Following German reunification in 1990, the federal authorities made use of the building, supplementing its former official function as a site of colourless gathering of statistics with the office tasked with revealing the true nature of East German information-gathering: the Federal Commission for Stasi Documents. In 2008, both offices emptied out, and plans to tear the complex down and construct new private apartments and offices in its place were drawn up. In a somewhat miraculous feat, however, the protest efforts of a small group of artists and activists fighting for affordable housing under the name Alliance of Threatened Berlin Studio Houses managed to succeed in preventing the demolition and redevelopment from going ahead. A fake construction banner reading ‘Here Arises for Berlin: Room for Art, Culture, and Social Space’, attached to the building in 2015 in an attempt to raise consciousness, seems gradually to be describing reality.
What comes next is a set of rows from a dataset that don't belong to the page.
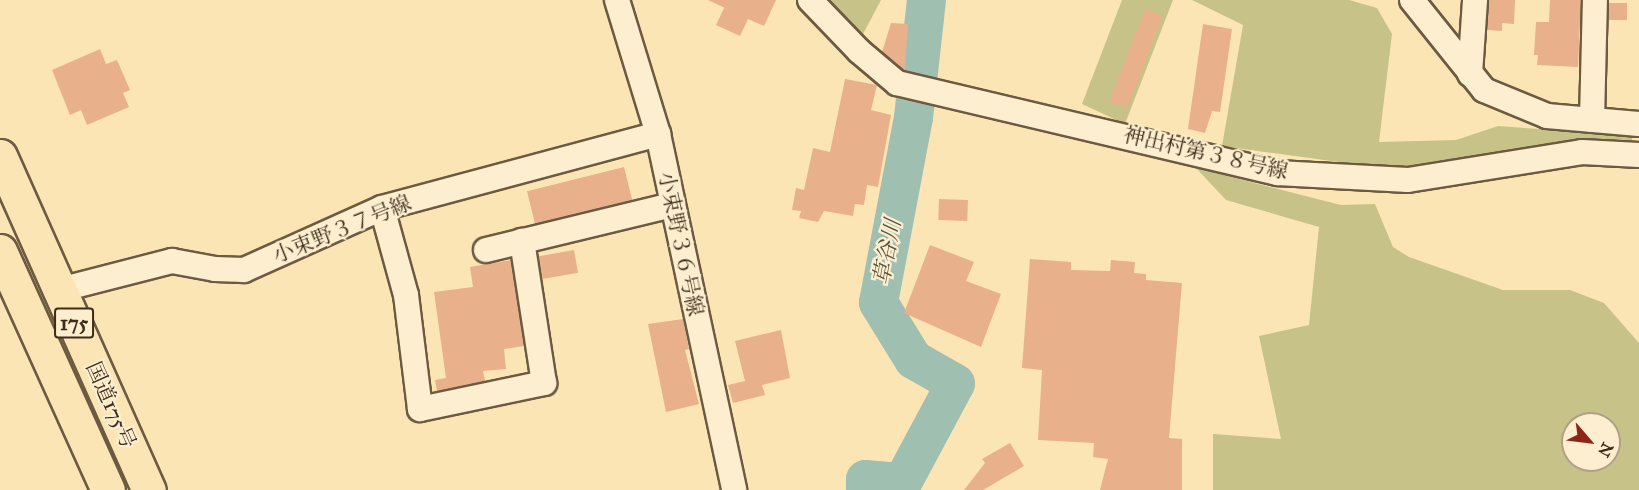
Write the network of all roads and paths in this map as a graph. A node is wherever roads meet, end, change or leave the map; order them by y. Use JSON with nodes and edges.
{"nodes":[{"id":1,"x":617,"y":0,"type":"edge"},
{"id":2,"x":810,"y":0,"type":"edge"},
{"id":3,"x":1412,"y":0,"type":"edge"},
{"id":4,"x":1475,"y":0,"type":"edge"},
{"id":5,"x":1595,"y":0,"type":"edge"},
{"id":6,"x":1470,"y":74,"type":"junction"},
{"id":7,"x":1592,"y":120,"type":"junction"},
{"id":8,"x":1639,"y":124,"type":"edge"},
{"id":9,"x":658,"y":134,"type":"junction"},
{"id":10,"x":1639,"y":155,"type":"edge"},
{"id":11,"x":0,"y":156,"type":"edge"},
{"id":12,"x":672,"y":205,"type":"junction"},
{"id":13,"x":382,"y":208,"type":"junction"},
{"id":14,"x":522,"y":241,"type":"junction"},
{"id":15,"x":486,"y":249,"type":"dead end"},
{"id":16,"x":0,"y":251,"type":"edge"},
{"id":17,"x":60,"y":290,"type":"junction"},
{"id":18,"x":108,"y":490,"type":"edge"},
{"id":19,"x":149,"y":490,"type":"edge"},
{"id":20,"x":735,"y":490,"type":"edge"}],
"edges":[{"from":1,"to":9,"type":"street","name":"小束野３６号線"},
{"from":2,"to":10,"type":"street","name":"神出村第３８号線"},
{"from":3,"to":6,"type":"street"},
{"from":4,"to":6,"type":"street"},
{"from":5,"to":7,"type":"street"},
{"from":6,"to":7,"type":"street"},
{"from":7,"to":8,"type":"street"},
{"from":9,"to":12,"type":"street","name":"小束野３６号線"},
{"from":9,"to":13,"type":"street","name":"小束野３７号線"},
{"from":11,"to":17,"type":"highway","name":"国道175号","number":"175"},
{"from":12,"to":14,"type":"street"},
{"from":12,"to":20,"type":"street","name":"小束野３６号線"},
{"from":13,"to":14,"type":"street"},
{"from":13,"to":17,"type":"street","name":"小束野３７号線"},
{"from":14,"to":15,"type":"street"},
{"from":16,"to":18,"type":"highway","name":"国道175号","number":"175"},
{"from":17,"to":19,"type":"highway","name":"国道175号","number":"175"}]}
Having convinced public officials that the Haus der Statistik is worth saving, the Alliance and a wide range of collaborators – from grassroots organisations to esteemed architectural bureaus, supported by €140 million in state funding – have embarked on the process of implementing a participatory urban regeneration plan for the complex.


Now in the context of a formal cooperative – named ZUsammenKUNFT, a playful fusion of the German words for ‘together’ and ‘future’ – plans are shaping up for half of those 40,000 square meters to be dedicated to affordable housing for a mixture of refugees, senior citizens, students and families. A quarter is set to become live-and-work spaces for artists, and the remainder will host educational and cultural initiatives, including a new district town hall. Once those in the building measured their society through statistics; now they’ll represent it and understand it through The Power Of Art.